For the same principal amount, the compound interest for two years at 5% per annum exceeds the simple interest for three years at 3% per annum by Rs 1125. Then the principal amount in rupees is ?
[This Question was asked as TITA]

• A. Rs. 60000
• B. Rs. 70000
• C. Rs. 100000
• D. Rs. 90000

Answer 1

The Correct Option is D

To determine the principal amount, we need to calculate both compound interest (CI) and simple interest (SI) and use the given information that the difference between them is Rs 1125. For compound interest compounded annually with amount \( A = P(1+\frac{r}{100})^n \), and for simple interest, \( A = P + \frac{P \times r \times t}{100} \). For CI: \[ A_{CI} = P \left(1 + \frac{5}{100}\right)^2 = P \left(1.05\right)^2 = 1.1025P \] This makes the compound interest \( CI = A_{CI} - P = 1.1025P - P = 0.1025P \). For SI over three years: \[ A_{SI} = P + \frac{P \times 3 \times 3}{100} = P + 0.09P = 1.09P \] This gives simple interest as \( SI = A_{SI} - P = 0.09P \). According to the problem \( 0.1025P - 0.09P = 1125 \).
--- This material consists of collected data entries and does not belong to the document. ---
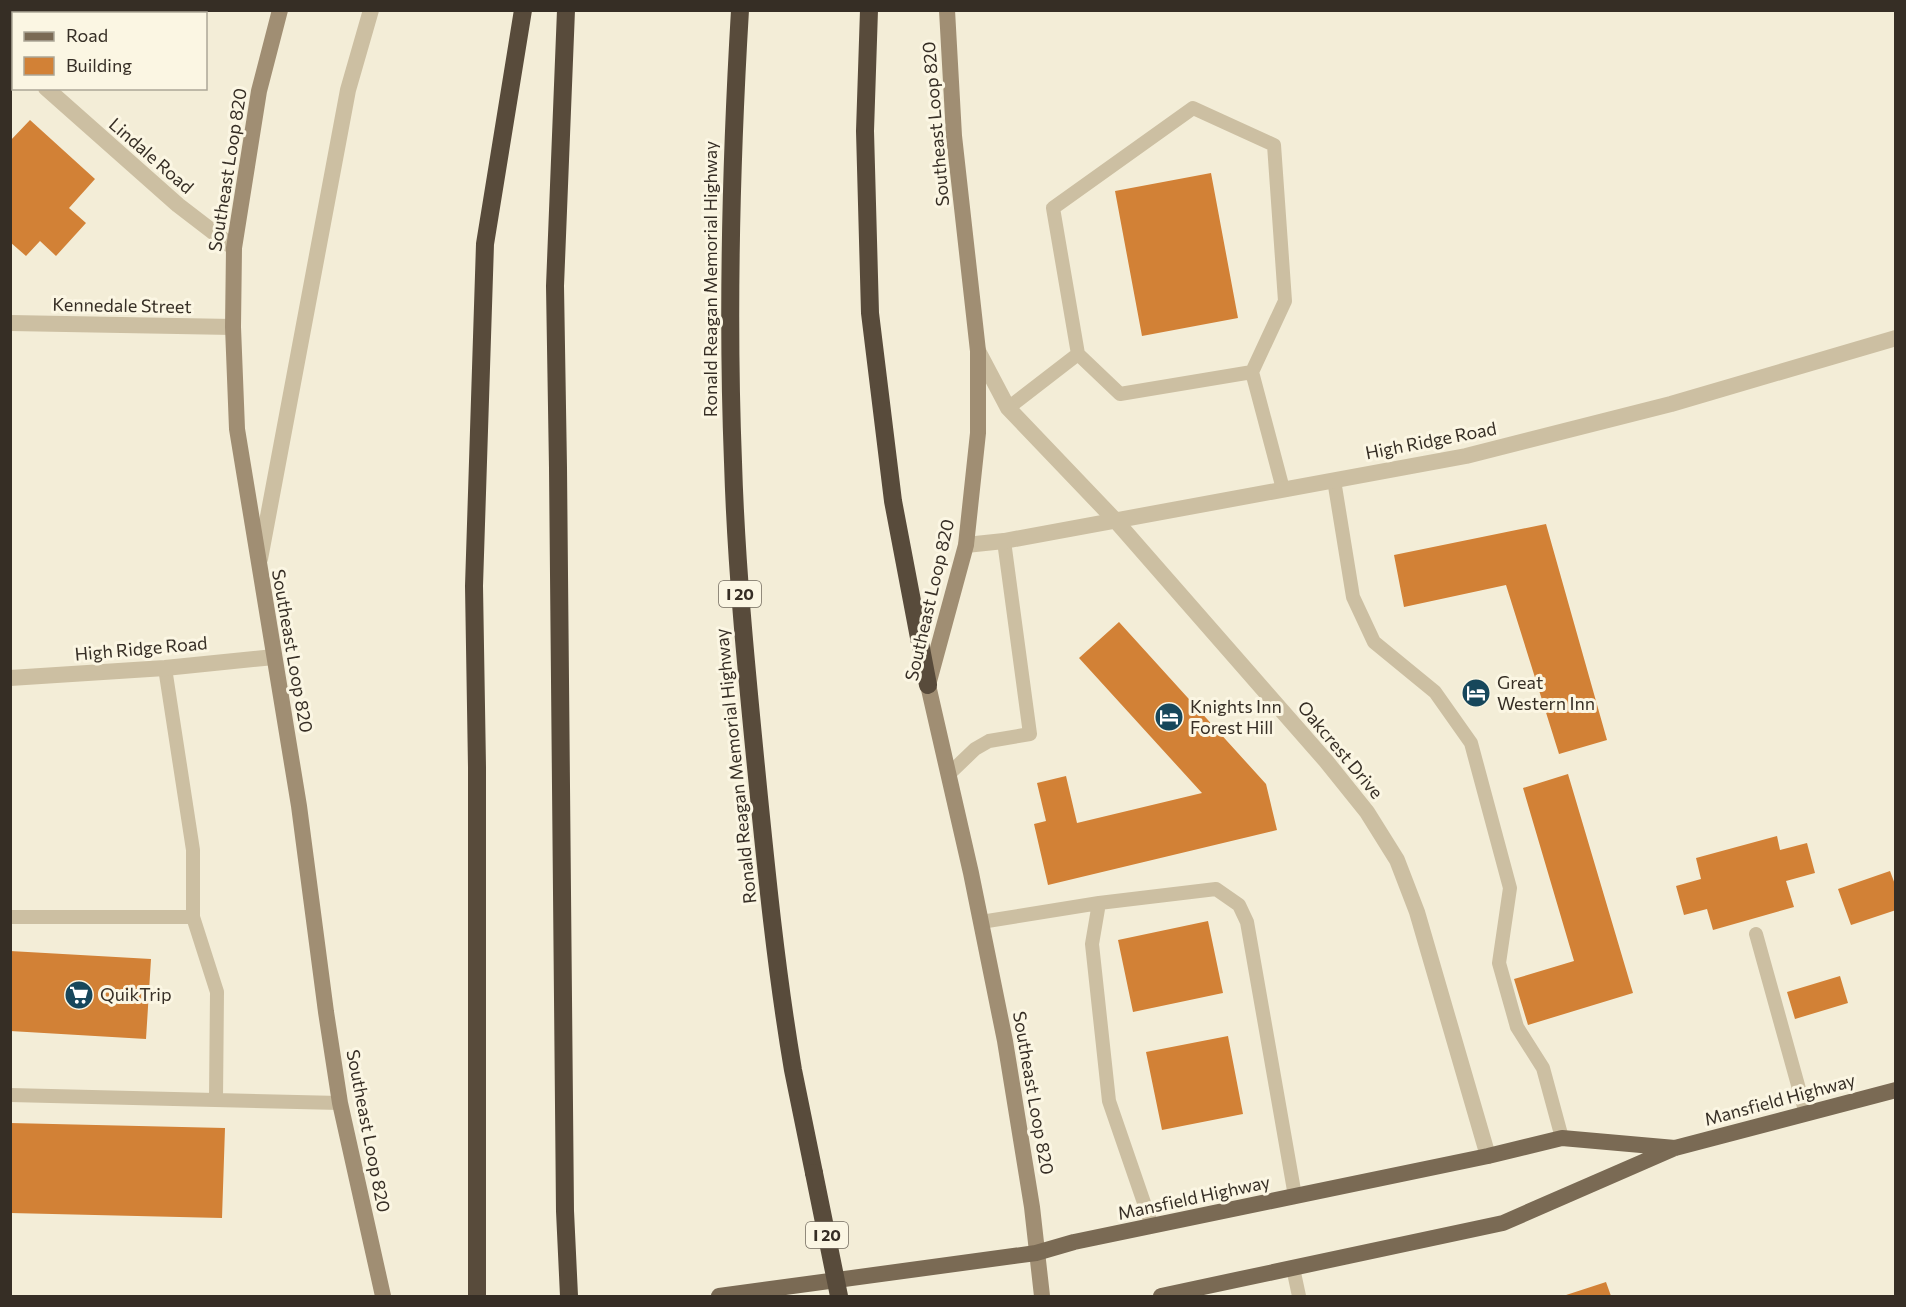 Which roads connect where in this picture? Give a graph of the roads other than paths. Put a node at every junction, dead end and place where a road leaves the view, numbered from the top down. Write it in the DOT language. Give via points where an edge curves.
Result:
graph roads {
  1 [pos="280,10"];
  2 [pos="371,10"];
  3 [pos="523,10"];
  4 [pos="566,10"];
  5 [pos="740,10"];
  6 [pos="869,10"];
  7 [pos="946,10"];
  8 [pos="47,90"];
  9 [pos="234,248"];
  10 [pos="10,323"];
  11 [pos="233,327"];
  12 [pos="1896,338"];
  13 [pos="978,351"];
  14 [pos="1078,354"];
  15 [pos="1252,372"];
  16 [pos="1008,408"];
  17 [pos="1334,480"];
  18 [pos="1282,489"];
  19 [pos="1114,520"];
  20 [pos="1004,541"];
  21 [pos="966,545"];
  22 [pos="258,566"];
  23 [pos="274,657"];
  24 [pos="165,668"];
  25 [pos="10,678"];
  26 [pos="927,686"];
  27 [pos="949,774"];
  28 [pos="1099,903"];
  29 [pos="10,917"];
  30 [pos="193,917"];
  31 [pos="981,921"];
  32 [pos="1756,934"];
  33 [pos="1896,1090"];
  34 [pos="10,1095"];
  35 [pos="216,1099"];
  36 [pos="340,1103"];
  37 [pos="1806,1114"];
  38 [pos="1562,1138"];
  39 [pos="1675,1149"];
  40 [pos="1488,1156"];
  41 [pos="1295,1196"];
  42 [pos="1152,1226"];
  43 [pos="1036,1253"];
  44 [pos="1293,1268"];
  45 [pos="382,1296"];
  46 [pos="477,1296"];
  47 [pos="569,1296"];
  48 [pos="719,1296"];
  49 [pos="839,1296"];
  50 [pos="1042,1296"];
  51 [pos="1161,1296"];
  52 [pos="1299,1296"];
  1 -- 9 [label="main road, Southeast Loop 820" via="259,91"];
  2 -- 22 [label="street" via="348,90"];
  3 -- 46 [label="highway" via="485,244 474,586"];
  4 -- 47 [label="highway" via="555,286"];
  5 -- 49 [label="highway, Ronald Reagan Memorial Highway / I 20, bridge" via="729,287 743,642 766,864 793,1068"];
  6 -- 26 [label="highway" via="865,131 870,313 893,501"];
  7 -- 13 [label="main road, Southeast Loop 820" via="954,136"];
  8 -- 9 [label="street, Lindale Road" via="178,205"];
  9 -- 11 [label="main road, Southeast Loop 820"];
  10 -- 11 [label="street, Kennedale Street"];
  11 -- 22 [label="main road, Southeast Loop 820" via="237,429"];
  12 -- 17 [label="street, High Ridge Road" via="1671,404 1466,456"];
  13 -- 16 [label="street, Oakcrest Drive"];
  13 -- 21 [label="main road, Southeast Loop 820" via="978,433"];
  14 -- 15 [label="lane" via="1120,394"];
  14 -- 15 [label="lane" via="1053,208 1193,108 1274,145 1285,301"];
  14 -- 16 [label="lane"];
  15 -- 18 [label="lane"];
  16 -- 19 [label="street, Oakcrest Drive"];
  17 -- 18 [label="street, High Ridge Road"];
  17 -- 38 [label="lane" via="1353,597 1374,642 1435,692 1471,743 1509,888 1498,963 1517,1027 1543,1068"];
  18 -- 19 [label="street, High Ridge Road"];
  19 -- 20 [label="street, High Ridge Road"];
  19 -- 40 [label="street, Oakcrest Drive" via="1326,761 1367,812 1397,860 1435,969"];
  20 -- 21 [label="street, High Ridge Road"];
  20 -- 27 [label="lane" via="1030,734 989,741"];
  21 -- 26 [label="main road, Southeast Loop 820"];
  22 -- 23 [label="main road, Southeast Loop 820"];
  23 -- 24 [label="street, High Ridge Road"];
  23 -- 36 [label="main road, Southeast Loop 820"];
  24 -- 25 [label="street, High Ridge Road"];
  24 -- 30 [label="lane" via="193,850"];
  26 -- 27 [label="main road, Southeast Loop 820"];
  27 -- 31 [label="main road, Southeast Loop 820"];
  28 -- 31 [label="lane"];
  28 -- 41 [label="lane" via="1216,889 1239,905 1247,922"];
  28 -- 42 [label="lane" via="1092,944 1109,1101"];
  29 -- 30 [label="lane"];
  30 -- 35 [label="lane" via="217,992"];
  31 -- 43 [label="main road, Southeast Loop 820" via="1005,1041"];
  32 -- 37 [label="lane"];
  33 -- 37 [label="main road, Mansfield Highway"];
  34 -- 35 [label="lane"];
  35 -- 36 [label="lane"];
  36 -- 45 [label="main road, Southeast Loop 820"];
  37 -- 39 [label="main road, Mansfield Highway"];
  38 -- 39 [label="main road, Mansfield Highway"];
  38 -- 40 [label="main road, Mansfield Highway"];
  39 -- 44 [label="main road, Mansfield Highway" via="1503,1223"];
  40 -- 41 [label="main road, Mansfield Highway"];
  41 -- 42 [label="main road, Mansfield Highway"];
  42 -- 43 [label="main road, Mansfield Highway"];
  43 -- 48 [label="main road, Mansfield Highway"];
  43 -- 50 [label="main road, Southeast Loop 820"];
  44 -- 51 [label="main road, Mansfield Highway"];
  44 -- 52 [label="lane"];
} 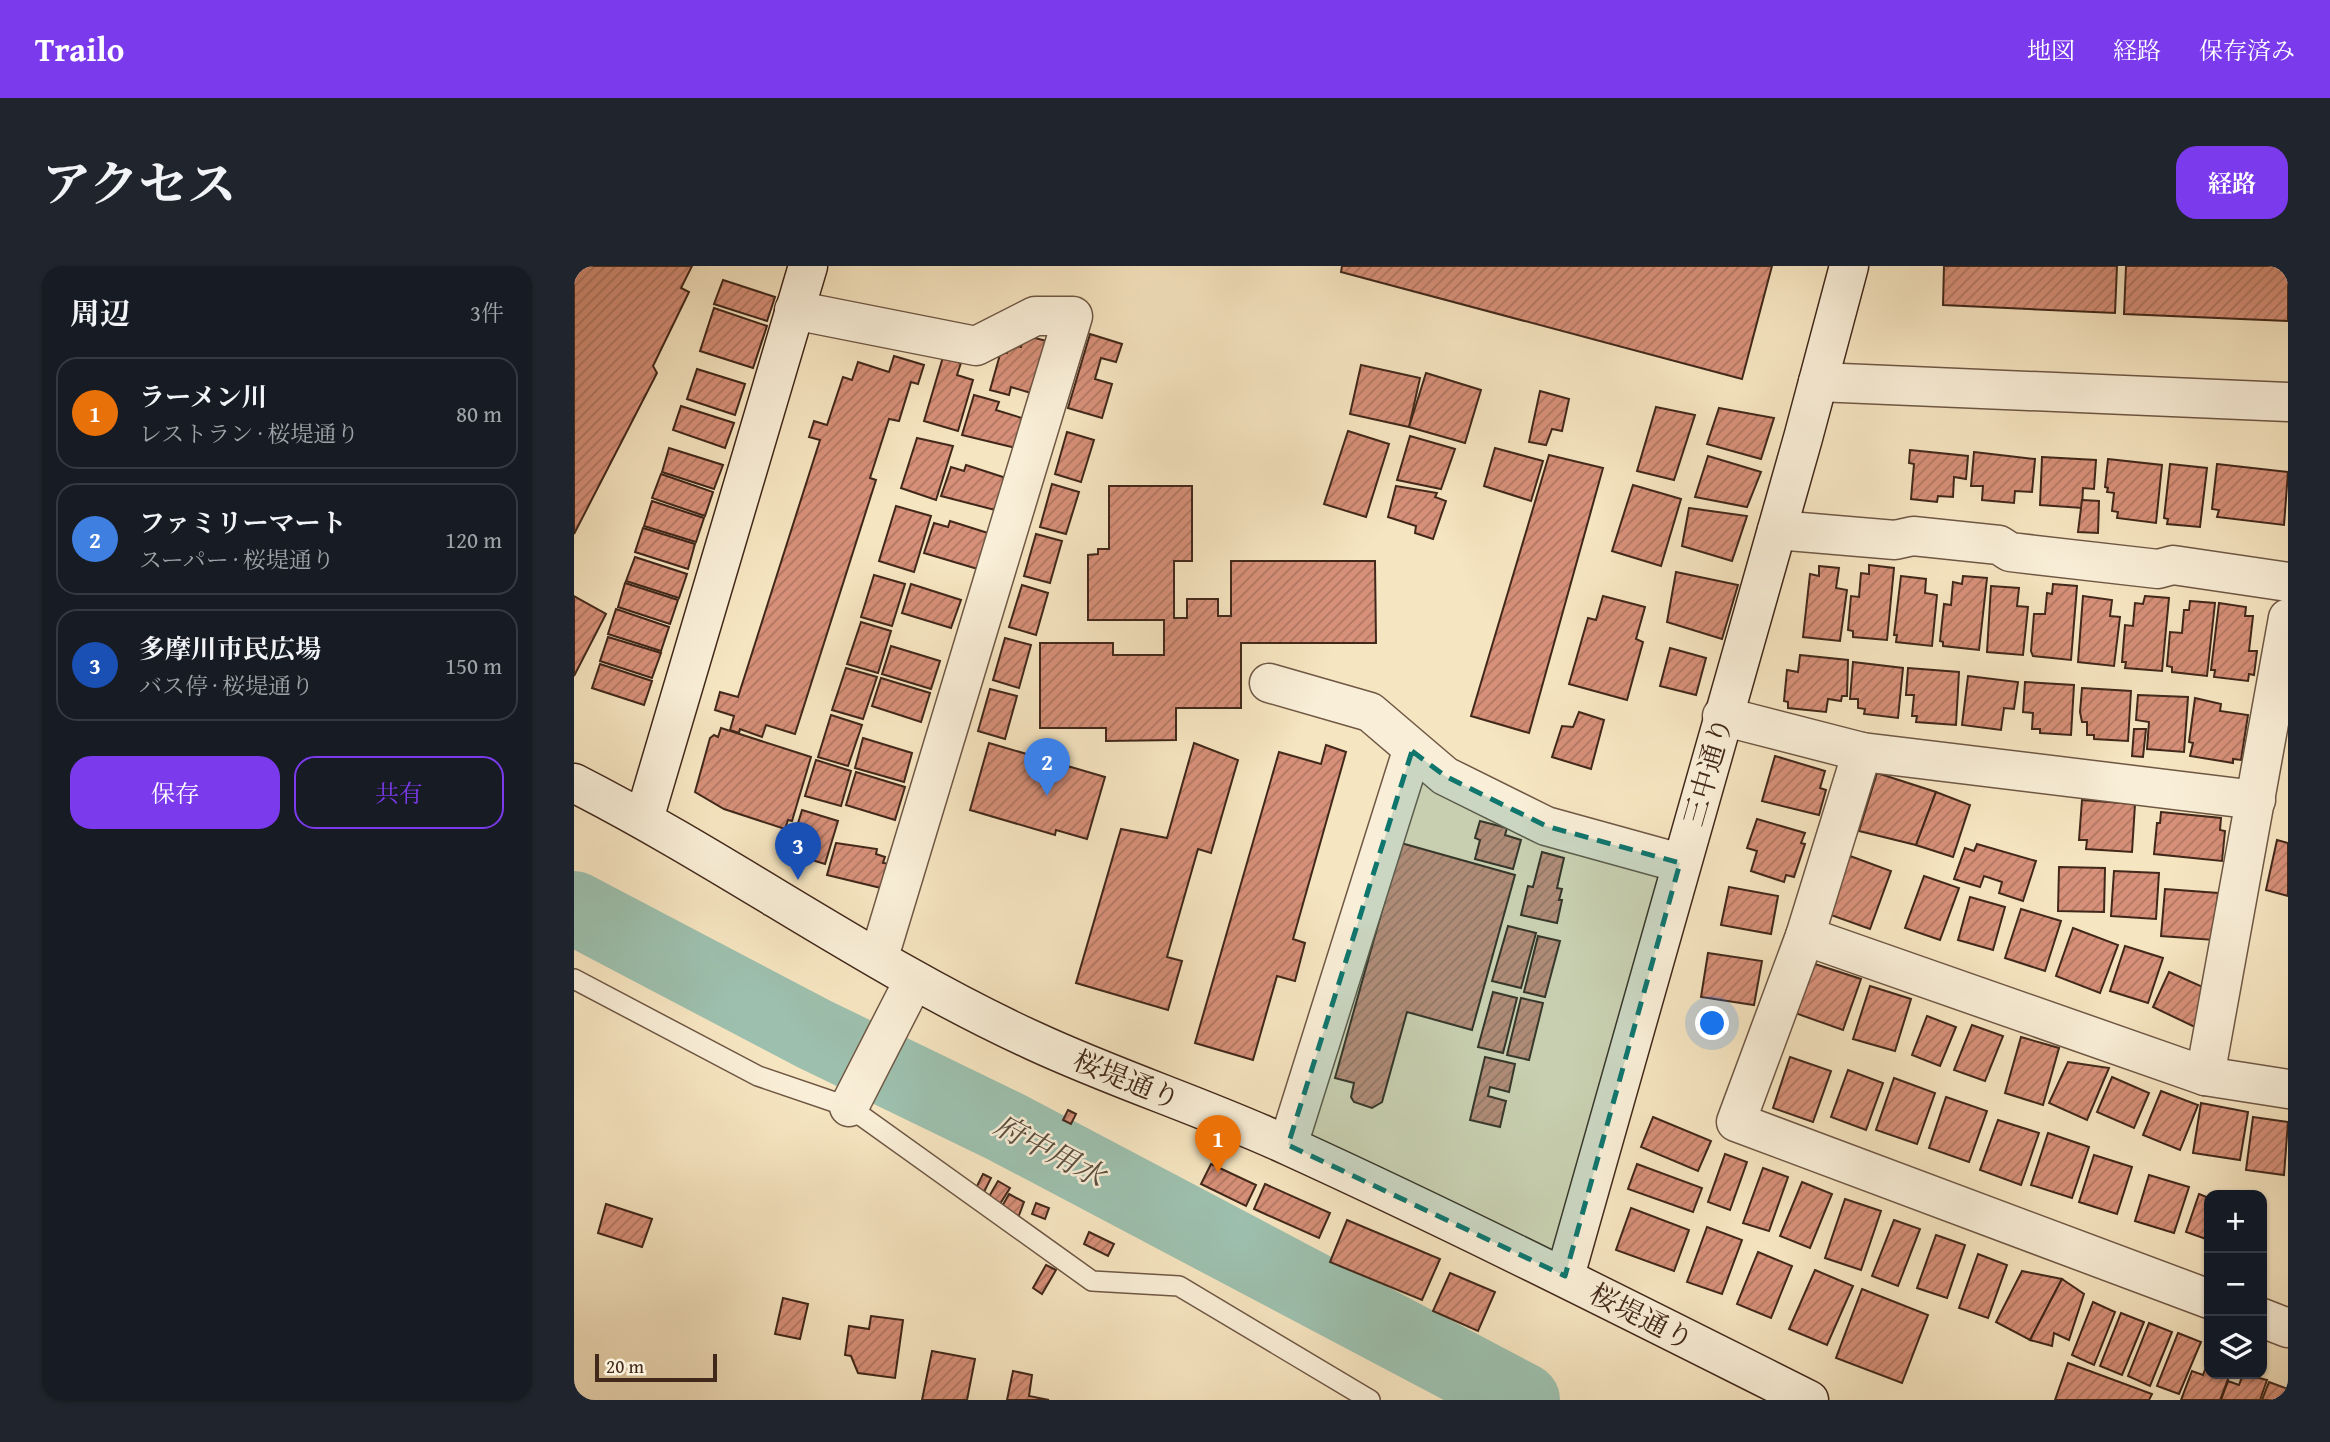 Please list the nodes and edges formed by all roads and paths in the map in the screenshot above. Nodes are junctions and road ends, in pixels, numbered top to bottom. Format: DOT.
graph roads {
  1 [pos="808,266"];
  2 [pos="1849,266"];
  3 [pos="794,310"];
  4 [pos="1818,382"];
  5 [pos="2288,402"];
  6 [pos="1777,530"];
  7 [pos="2288,582"];
  8 [pos="2288,618"];
  9 [pos="1269,683"];
  10 [pos="1723,716"];
  11 [pos="1412,751"];
  12 [pos="1862,752"];
  13 [pos="574,783"];
  14 [pos="2256,800"];
  15 [pos="644,819"];
  16 [pos="1681,863"];
  17 [pos="1805,936"];
  18 [pos="879,957"];
  19 [pos="574,979"];
  20 [pos="914,980"];
  21 [pos="2205,1076"];
  22 [pos="2288,1089"];
  23 [pos="853,1100"];
  24 [pos="1288,1145"];
  25 [pos="1565,1276"];
  26 [pos="2204,1297"];
  27 [pos="2267,1320"];
  28 [pos="2288,1328"];
  29 [pos="1370,1400"];
  30 [pos="1809,1400"];
  1 -- 3 [label="street"];
  2 -- 4 [label="street, 三中通り"];
  3 -- 15 [label="street"];
  3 -- 18 [label="street"];
  4 -- 5 [label="street"];
  4 -- 6 [label="street, 三中通り"];
  6 -- 7 [label="street"];
  6 -- 10 [label="street, 三中通り"];
  8 -- 14 [label="street"];
  9 -- 11 [label="street"];
  10 -- 12 [label="street"];
  10 -- 16 [label="street, 三中通り"];
  11 -- 16 [label="street"];
  11 -- 24 [label="street"];
  12 -- 14 [label="street"];
  12 -- 17 [label="street"];
  13 -- 15 [label="street, 桜堤通り"];
  14 -- 21 [label="street"];
  15 -- 18 [label="street, 桜堤通り"];
  16 -- 25 [label="street, 三中通り"];
  17 -- 21 [label="street"];
  17 -- 26 [label="street"];
  18 -- 20 [label="street, 桜堤通り"];
  19 -- 23 [label="lane"];
  20 -- 23 [label="street"];
  20 -- 24 [label="street, 桜堤通り"];
  21 -- 22 [label="street"];
  23 -- 29 [label="lane"];
  24 -- 25 [label="street, 桜堤通り"];
  25 -- 30 [label="street, 桜堤通り"];
  27 -- 28 [label="street"];
}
This results in: \[ 0.0125P = 1125 \] Solving for \( P \): \[ P = \frac{1125}{0.0125} = 90000 \] Therefore, the principal amount is Rs 90000.

Answer 2

Let the principal be \( P \). 

Compound Interest (CI) for 2 years at 5% per annum:
The formula for CI is:
\( \text{CI} = P \left(1 + \frac{r}{100}\right)^n - P \)
Here, \( r = 5\% \), and \( n = 2 \)
So,
\( \text{CI} = P(1.05)^2 - P = P(1.1025 - 1) = 0.1025P \)

Simple Interest (SI) for 3 years at 3% per annum:
The formula for SI is:
\( \text{SI} = \frac{P \times R \times T}{100} \)
Where \( R = 3\% \), \( T = 3 \) years
So,
\( \text{SI} = P \times \frac{3 \times 3}{100} = 0.09P \)

Given:
Difference between CI and SI = ₹1125
So,
\( \text{CI} - \text{SI} = 0.1025P - 0.09P = 0.0125P \)
Hence,
\( 0.0125P = 1125 \)

Solving for \( P \):
\( \frac{125}{10000}P = 1125 \)
\( P = \frac{1125 \times 10000}{125} = 90000 \)

Therefore, the principal is ₹90000.
Correct option: (D) ₹90000